> _Dataset entries_:
----------------------------------------

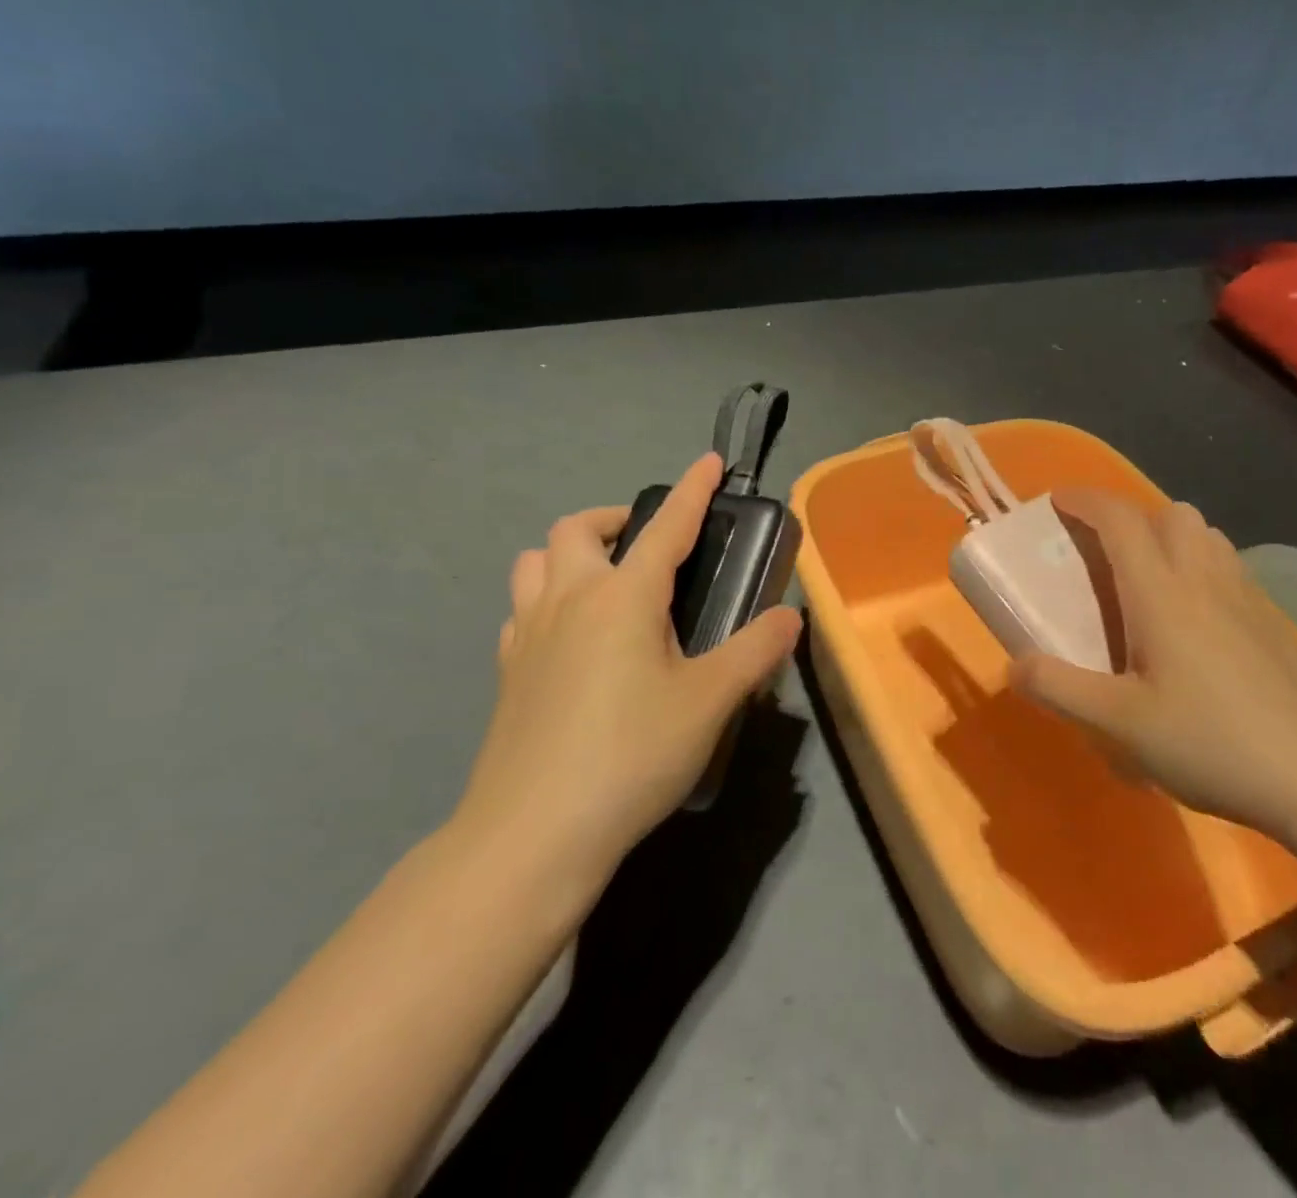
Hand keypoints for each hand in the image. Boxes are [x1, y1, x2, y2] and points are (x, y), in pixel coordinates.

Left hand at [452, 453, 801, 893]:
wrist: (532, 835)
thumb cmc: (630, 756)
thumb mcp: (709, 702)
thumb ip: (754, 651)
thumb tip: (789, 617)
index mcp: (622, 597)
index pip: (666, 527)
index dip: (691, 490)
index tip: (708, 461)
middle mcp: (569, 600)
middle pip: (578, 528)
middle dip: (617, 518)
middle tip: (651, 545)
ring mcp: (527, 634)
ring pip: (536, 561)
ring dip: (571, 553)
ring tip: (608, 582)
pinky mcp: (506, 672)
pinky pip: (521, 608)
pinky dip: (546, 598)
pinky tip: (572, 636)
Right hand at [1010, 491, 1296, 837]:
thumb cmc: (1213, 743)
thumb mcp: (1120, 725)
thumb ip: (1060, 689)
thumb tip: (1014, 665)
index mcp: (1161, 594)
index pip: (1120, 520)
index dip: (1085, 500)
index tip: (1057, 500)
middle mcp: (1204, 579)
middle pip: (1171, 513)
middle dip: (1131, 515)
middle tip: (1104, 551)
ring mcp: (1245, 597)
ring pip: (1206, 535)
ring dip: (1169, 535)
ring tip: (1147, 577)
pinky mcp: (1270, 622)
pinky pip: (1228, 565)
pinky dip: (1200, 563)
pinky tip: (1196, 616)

----------------------------------------

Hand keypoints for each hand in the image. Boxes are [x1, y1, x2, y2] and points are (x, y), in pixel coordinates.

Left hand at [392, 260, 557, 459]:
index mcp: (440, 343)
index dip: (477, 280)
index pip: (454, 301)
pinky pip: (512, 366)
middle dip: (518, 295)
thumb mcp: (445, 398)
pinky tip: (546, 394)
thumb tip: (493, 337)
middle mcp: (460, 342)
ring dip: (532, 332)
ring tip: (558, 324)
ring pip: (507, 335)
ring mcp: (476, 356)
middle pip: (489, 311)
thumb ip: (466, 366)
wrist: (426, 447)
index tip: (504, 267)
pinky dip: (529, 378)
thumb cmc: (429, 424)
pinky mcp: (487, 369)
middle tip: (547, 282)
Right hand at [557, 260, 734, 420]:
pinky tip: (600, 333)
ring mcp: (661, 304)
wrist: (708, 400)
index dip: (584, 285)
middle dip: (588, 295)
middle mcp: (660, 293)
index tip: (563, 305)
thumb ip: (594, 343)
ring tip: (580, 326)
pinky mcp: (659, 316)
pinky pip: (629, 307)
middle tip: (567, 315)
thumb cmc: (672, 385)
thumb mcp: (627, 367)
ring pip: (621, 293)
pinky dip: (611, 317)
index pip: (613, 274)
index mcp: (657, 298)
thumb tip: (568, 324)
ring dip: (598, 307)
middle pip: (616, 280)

----------------------------------------

> _WORK REQUEST_:
Set down, from the entries above, exactly the lines from the one with "ring dip: (532, 332)" up to and including the one with "middle pip: (616, 280)", and no other lines.

> _EXPECTED ANSWER_:
ring dip: (532, 332)
ring tip: (558, 324)
ring pip: (507, 335)
ring mcp: (476, 356)
middle pip: (489, 311)
thumb ip: (466, 366)
wrist: (426, 447)
index tip: (504, 267)
pinky dip: (529, 378)
thumb cmc: (429, 424)
pinky mcp: (487, 369)
middle tip: (547, 282)
Right hand at [557, 260, 734, 420]:
pinky tip: (600, 333)
ring mcp: (661, 304)
wrist: (708, 400)
index dip: (584, 285)
middle dip: (588, 295)
middle mcp: (660, 293)
index tip: (563, 305)
thumb ip: (594, 343)
ring tip: (580, 326)
pinky mcp: (659, 316)
pinky pip: (629, 307)
middle tip: (567, 315)
thumb cmc: (672, 385)
thumb mcp: (627, 367)
ring pip: (621, 293)
pinky dip: (611, 317)
index pip: (613, 274)
index mcp: (657, 298)
thumb tip: (568, 324)
ring dip: (598, 307)
middle pip: (616, 280)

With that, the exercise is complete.